Editor: Keith Davis
Writer: Dave Maley
Publisher: Office of Public Information

Volume 22, No. 9   January 17, 2000

 



 




Emerson Foundation Awards Humanities Grant

The Fred L. Emerson Foundation has awarded a grant of $250,000 toward efforts by the College to enhance educational opportunities for students in the School of Humanities and Sciences. The gift, added to the Fred L. Emerson Endowed Scholarship and Internship Fund, will allow the College to provide stipends and other support for collaborative research by students and faculty in the humanities disciplines.

"We are especially pleased that the Emerson Foundation, friend of the College for 25 years, has chosen to help us provide this significant and much-needed support for the humanities," says President Peggy R. Williams. "Ithaca takes great pride in its tradition of providing a hands-on education, integrating theory and practice. But we have lacked resources dedicated to fostering these opportunities in the liberal arts. Through this generous grant we will be able to initiate an annual competitive program to identify worthy collaborative projects and provide stipends for the student participants."

Faculty and students will be encouraged to develop proposals to be reviewed and awarded under the direction of Howard Erlich, dean of the School of Humanities and Sciences. "Students regularly report that these collaborative learning experiences, which often take place outside the classroom, are among their most memorable," says Erlich. "This research model has been a well-established success in other programs in the school, such as the sciences, and we look forward to fully extending it to the humanities."

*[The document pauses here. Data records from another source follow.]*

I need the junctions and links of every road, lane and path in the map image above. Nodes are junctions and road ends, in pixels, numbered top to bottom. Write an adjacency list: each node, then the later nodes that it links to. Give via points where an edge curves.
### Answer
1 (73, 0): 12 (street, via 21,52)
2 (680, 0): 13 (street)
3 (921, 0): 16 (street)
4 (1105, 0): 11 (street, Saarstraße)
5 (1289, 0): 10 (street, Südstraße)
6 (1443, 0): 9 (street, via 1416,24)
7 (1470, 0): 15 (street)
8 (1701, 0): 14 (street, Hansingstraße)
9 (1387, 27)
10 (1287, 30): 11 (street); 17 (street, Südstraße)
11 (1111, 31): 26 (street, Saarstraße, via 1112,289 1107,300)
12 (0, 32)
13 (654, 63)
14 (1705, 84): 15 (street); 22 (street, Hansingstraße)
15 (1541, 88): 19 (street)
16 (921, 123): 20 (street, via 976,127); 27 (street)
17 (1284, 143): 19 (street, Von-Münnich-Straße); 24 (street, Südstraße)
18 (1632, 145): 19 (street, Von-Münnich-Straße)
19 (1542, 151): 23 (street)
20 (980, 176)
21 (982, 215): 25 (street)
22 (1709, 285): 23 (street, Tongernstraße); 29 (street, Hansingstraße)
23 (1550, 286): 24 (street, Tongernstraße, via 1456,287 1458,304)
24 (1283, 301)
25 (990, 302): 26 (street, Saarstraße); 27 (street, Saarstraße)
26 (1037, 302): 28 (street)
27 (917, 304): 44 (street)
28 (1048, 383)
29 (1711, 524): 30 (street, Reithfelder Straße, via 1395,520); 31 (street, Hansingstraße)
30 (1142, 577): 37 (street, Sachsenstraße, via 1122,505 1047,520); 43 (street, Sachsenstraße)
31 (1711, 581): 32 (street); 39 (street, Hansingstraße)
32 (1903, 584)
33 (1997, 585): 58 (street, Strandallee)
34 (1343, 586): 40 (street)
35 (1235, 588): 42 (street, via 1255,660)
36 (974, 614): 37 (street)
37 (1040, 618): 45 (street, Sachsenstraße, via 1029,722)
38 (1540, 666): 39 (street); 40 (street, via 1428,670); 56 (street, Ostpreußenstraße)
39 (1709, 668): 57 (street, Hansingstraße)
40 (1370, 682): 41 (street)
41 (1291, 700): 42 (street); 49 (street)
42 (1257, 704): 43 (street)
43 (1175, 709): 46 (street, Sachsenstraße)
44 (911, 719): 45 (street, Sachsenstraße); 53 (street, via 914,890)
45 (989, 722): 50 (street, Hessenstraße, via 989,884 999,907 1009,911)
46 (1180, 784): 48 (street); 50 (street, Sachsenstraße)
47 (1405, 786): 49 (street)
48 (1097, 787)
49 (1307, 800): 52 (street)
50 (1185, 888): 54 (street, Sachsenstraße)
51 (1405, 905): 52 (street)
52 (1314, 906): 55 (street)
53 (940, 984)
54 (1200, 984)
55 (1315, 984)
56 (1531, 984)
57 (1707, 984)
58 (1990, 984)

One of the largest institutional contributors in Ithaca's history, the Emerson Foundation made its initial grant to the College in 1975 to establish an endowed scholarship fund. In the quarter century since, the fund has been enhanced through additional gifts from the foundation and by contributions from friends, parents, and graduates of the College, including those who participated as Emerson scholars. It has become the largest such fund at the College.

In 1992 a $250,000 gift established the Emerson Intern Awards, which allow students to take advantage of internship opportunities they might not otherwise be able to enjoy because of financial constraints. As the result of a 1994 two-for-one challenge grant, over $1,150,000 was raised to support scholarship and internship initiatives and to give students computer network access from their residence hall rooms. In 1997 the foundation awarded a $500,000 grant to establish the James J. Whalen Scholarship Fund in honor of Whalen's 22-year tenure as president of the College.